■ **PROMPT**:
Retype, exactly and completely, the listing that comes next, skipping its images.

■ **EXERCISE MATERIALS**:
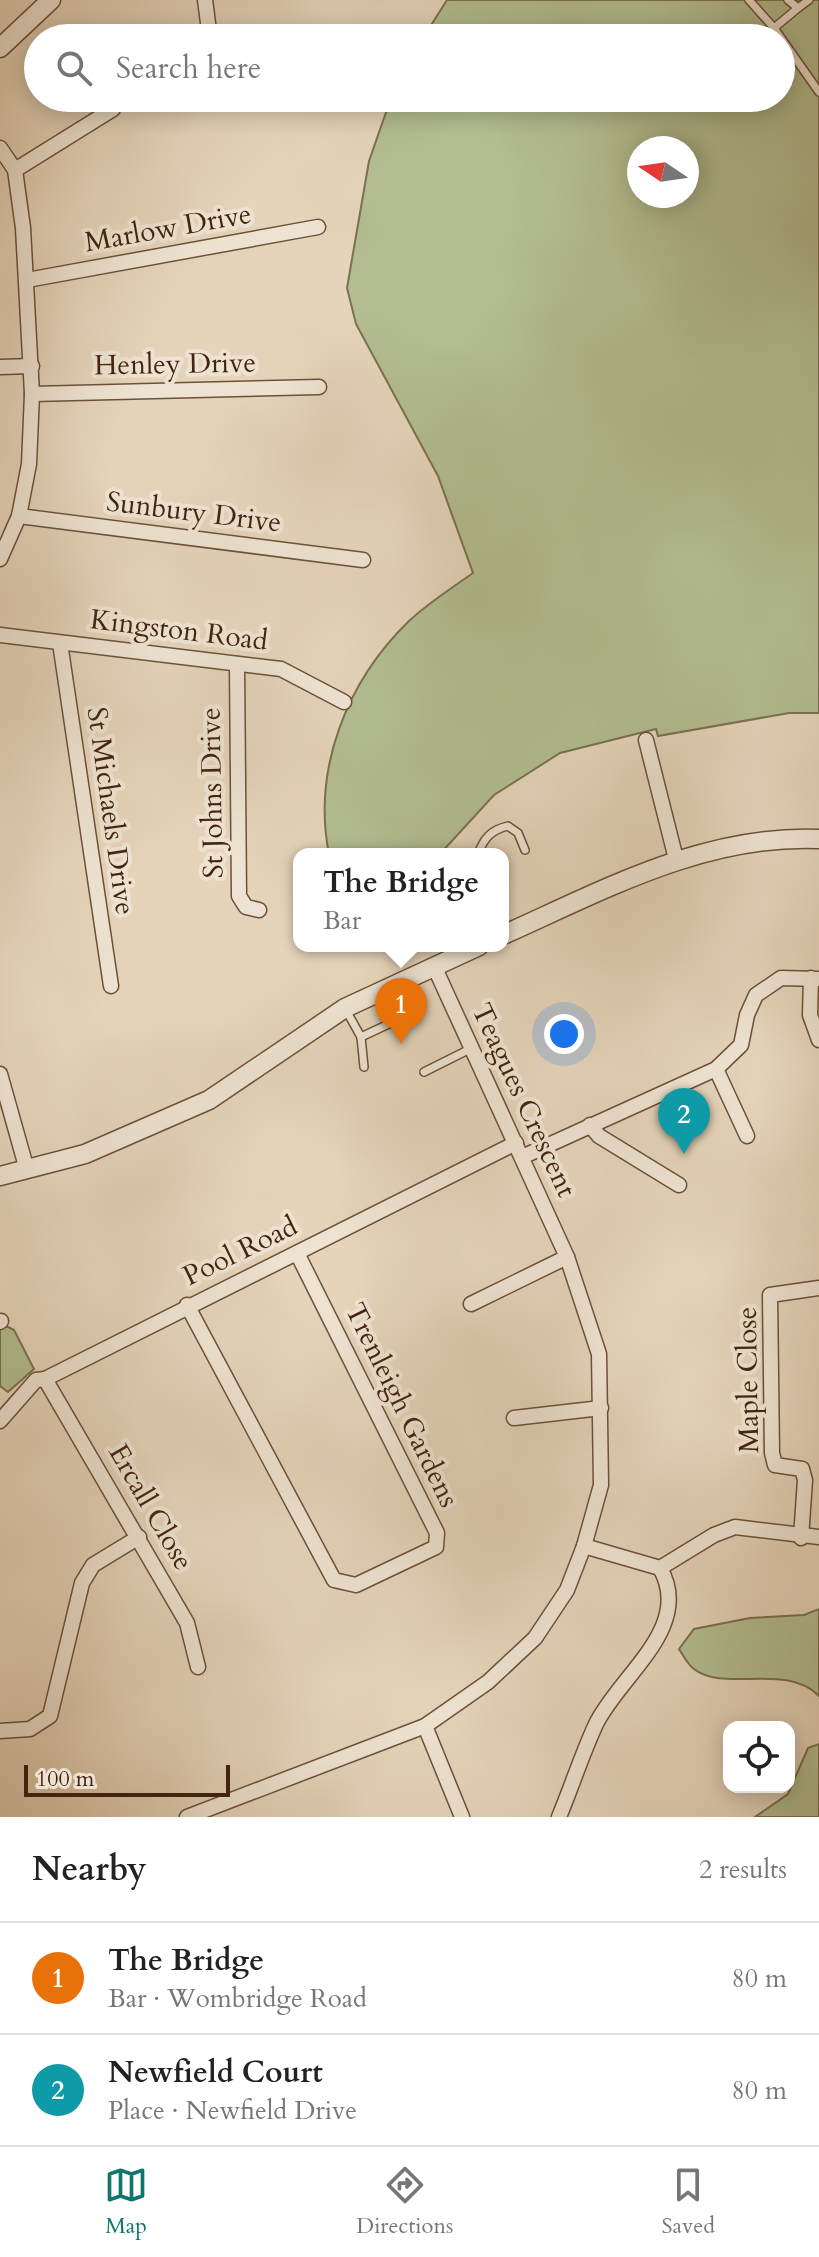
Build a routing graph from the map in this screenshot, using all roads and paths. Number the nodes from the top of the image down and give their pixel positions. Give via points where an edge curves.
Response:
1 (51, 0) edge
2 (205, 0) edge
3 (749, 0) edge
4 (788, 0) edge
5 (809, 0) edge
6 (798, 8) junction
7 (26, 24) edge
8 (208, 24) edge
9 (770, 24) edge
10 (779, 24) edge
11 (24, 25) edge
12 (0, 48) edge
13 (795, 58) edge
14 (819, 92) edge
15 (108, 112) edge
16 (0, 148) edge
17 (15, 170) junction
18 (318, 227) dead end
19 (27, 280) junction
20 (32, 366) junction
21 (0, 367) edge
22 (319, 387) dead end
23 (32, 394) junction
24 (19, 516) junction
25 (0, 559) edge
26 (363, 560) dead end
27 (0, 635) edge
28 (60, 643) junction
29 (237, 664) junction
30 (344, 702) dead end
31 (646, 740) dead end
32 (819, 839) edge
33 (481, 848) edge
34 (525, 850) dead end
35 (676, 859) junction
36 (259, 910) dead end
37 (509, 932) edge
38 (466, 952) edge
39 (434, 966) junction
40 (815, 979) edge
41 (111, 986) dead end
42 (345, 1008) junction
43 (410, 1014) dead end
44 (361, 1037) junction
45 (819, 1040) edge
46 (472, 1048) junction
47 (364, 1067) dead end
48 (716, 1069) junction
49 (424, 1072) dead end
50 (0, 1074) edge
51 (597, 1118) junction
52 (747, 1136) dead end
53 (519, 1150) junction
54 (27, 1170) junction
55 (0, 1176) edge
56 (679, 1185) dead end
57 (297, 1253) junction
58 (567, 1257) junction
59 (819, 1288) edge
60 (471, 1304) dead end
61 (187, 1305) junction
62 (45, 1379) junction
63 (601, 1408) junction
64 (514, 1418) dead end
65 (0, 1421) edge
66 (139, 1537) junction
67 (819, 1537) edge
68 (801, 1538) junction
69 (584, 1546) junction
70 (660, 1568) junction
71 (198, 1667) dead end
72 (425, 1726) junction
73 (0, 1731) edge
74 (204, 1814) edge
75 (187, 1817) edge
76 (462, 1817) edge
77 (559, 1817) edge

1 - 7 street
2 - 8 street
3 - 9 lane
4 - 6 lane
5 - 6 lane
6 - 10 lane
11 - 12 street
13 - 14 lane
15 - 17 street
16 - 17 street
17 - 19 street
18 - 19 street, Marlow Drive
19 - 20 street
20 - 21 street
20 - 23 street
22 - 23 street, Henley Drive
23 - 24 street via 29,464
24 - 25 street
24 - 26 street, Sunbury Drive
27 - 28 street, Kingston Road
28 - 29 street, Kingston Road
28 - 41 street, St Michaels Drive
29 - 30 street, Kingston Road via 281,669
29 - 36 street, St Johns Drive via 239,896 246,907
31 - 35 street
32 - 35 street via 726,847
33 - 34 lane via 496,829 508,826 518,833
35 - 37 street
38 - 39 street
39 - 42 street
39 - 46 street, Teagues Crescent
40 - 45 street via 810,1015
40 - 48 street via 781,978 756,995 741,1045
42 - 44 lane
42 - 54 street via 209,1100 85,1154
43 - 44 lane
44 - 47 lane
46 - 49 lane
46 - 53 street, Teagues Crescent
48 - 51 street, Pool Road
48 - 52 street
50 - 54 street
51 - 53 street, Pool Road
51 - 56 street via 599,1136
53 - 57 street, Pool Road
53 - 58 street, Teagues Crescent
54 - 55 street
57 - 61 street, Pool Road
57 - 61 street, Trenleigh Gardens via 437,1533 436,1547 356,1585 334,1580
58 - 60 street
58 - 63 street, Teagues Crescent via 599,1354
59 - 68 street, Maple Close via 770,1295 772,1453 775,1465 802,1469
61 - 62 street, Pool Road
62 - 65 street, Pool Road via 36,1380
62 - 66 street, Ercall Close
63 - 64 street
63 - 69 street, Teagues Crescent via 601,1485
66 - 71 street, Ercall Close via 187,1623
66 - 73 street via 93,1565 82,1583 50,1716 30,1729
67 - 68 street
68 - 70 street via 735,1527
69 - 70 street
69 - 72 street, Teagues Crescent via 567,1590 535,1638 488,1682
70 - 77 street via 670,1585 670,1604 656,1643 601,1716
72 - 74 street, Teagues Crescent
72 - 76 street
74 - 75 street, Teagues Crescent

■ **OUTPUT OF THE EXERCISE**:
Build a routing graph from the map in this screenshot, using all roads and paths. Number the nodes from the top of the image down and give their pixel positions. Give via points where an edge curves.
Response:
1 (51, 0) edge
2 (205, 0) edge
3 (749, 0) edge
4 (788, 0) edge
5 (809, 0) edge
6 (798, 8) junction
7 (26, 24) edge
8 (208, 24) edge
9 (770, 24) edge
10 (779, 24) edge
11 (24, 25) edge
12 (0, 48) edge
13 (795, 58) edge
14 (819, 92) edge
15 (108, 112) edge
16 (0, 148) edge
17 (15, 170) junction
18 (318, 227) dead end
19 (27, 280) junction
20 (32, 366) junction
21 (0, 367) edge
22 (319, 387) dead end
23 (32, 394) junction
24 (19, 516) junction
25 (0, 559) edge
26 (363, 560) dead end
27 (0, 635) edge
28 (60, 643) junction
29 (237, 664) junction
30 (344, 702) dead end
31 (646, 740) dead end
32 (819, 839) edge
33 (481, 848) edge
34 (525, 850) dead end
35 (676, 859) junction
36 (259, 910) dead end
37 (509, 932) edge
38 (466, 952) edge
39 (434, 966) junction
40 (815, 979) edge
41 (111, 986) dead end
42 (345, 1008) junction
43 (410, 1014) dead end
44 (361, 1037) junction
45 (819, 1040) edge
46 (472, 1048) junction
47 (364, 1067) dead end
48 (716, 1069) junction
49 (424, 1072) dead end
50 (0, 1074) edge
51 (597, 1118) junction
52 (747, 1136) dead end
53 (519, 1150) junction
54 (27, 1170) junction
55 (0, 1176) edge
56 (679, 1185) dead end
57 (297, 1253) junction
58 (567, 1257) junction
59 (819, 1288) edge
60 (471, 1304) dead end
61 (187, 1305) junction
62 (45, 1379) junction
63 (601, 1408) junction
64 (514, 1418) dead end
65 (0, 1421) edge
66 (139, 1537) junction
67 (819, 1537) edge
68 (801, 1538) junction
69 (584, 1546) junction
70 (660, 1568) junction
71 (198, 1667) dead end
72 (425, 1726) junction
73 (0, 1731) edge
74 (204, 1814) edge
75 (187, 1817) edge
76 (462, 1817) edge
77 (559, 1817) edge

1 - 7 street
2 - 8 street
3 - 9 lane
4 - 6 lane
5 - 6 lane
6 - 10 lane
11 - 12 street
13 - 14 lane
15 - 17 street
16 - 17 street
17 - 19 street
18 - 19 street, Marlow Drive
19 - 20 street
20 - 21 street
20 - 23 street
22 - 23 street, Henley Drive
23 - 24 street via 29,464
24 - 25 street
24 - 26 street, Sunbury Drive
27 - 28 street, Kingston Road
28 - 29 street, Kingston Road
28 - 41 street, St Michaels Drive
29 - 30 street, Kingston Road via 281,669
29 - 36 street, St Johns Drive via 239,896 246,907
31 - 35 street
32 - 35 street via 726,847
33 - 34 lane via 496,829 508,826 518,833
35 - 37 street
38 - 39 street
39 - 42 street
39 - 46 street, Teagues Crescent
40 - 45 street via 810,1015
40 - 48 street via 781,978 756,995 741,1045
42 - 44 lane
42 - 54 street via 209,1100 85,1154
43 - 44 lane
44 - 47 lane
46 - 49 lane
46 - 53 street, Teagues Crescent
48 - 51 street, Pool Road
48 - 52 street
50 - 54 street
51 - 53 street, Pool Road
51 - 56 street via 599,1136
53 - 57 street, Pool Road
53 - 58 street, Teagues Crescent
54 - 55 street
57 - 61 street, Pool Road
57 - 61 street, Trenleigh Gardens via 437,1533 436,1547 356,1585 334,1580
58 - 60 street
58 - 63 street, Teagues Crescent via 599,1354
59 - 68 street, Maple Close via 770,1295 772,1453 775,1465 802,1469
61 - 62 street, Pool Road
62 - 65 street, Pool Road via 36,1380
62 - 66 street, Ercall Close
63 - 64 street
63 - 69 street, Teagues Crescent via 601,1485
66 - 71 street, Ercall Close via 187,1623
66 - 73 street via 93,1565 82,1583 50,1716 30,1729
67 - 68 street
68 - 70 street via 735,1527
69 - 70 street
69 - 72 street, Teagues Crescent via 567,1590 535,1638 488,1682
70 - 77 street via 670,1585 670,1604 656,1643 601,1716
72 - 74 street, Teagues Crescent
72 - 76 street
74 - 75 street, Teagues Crescent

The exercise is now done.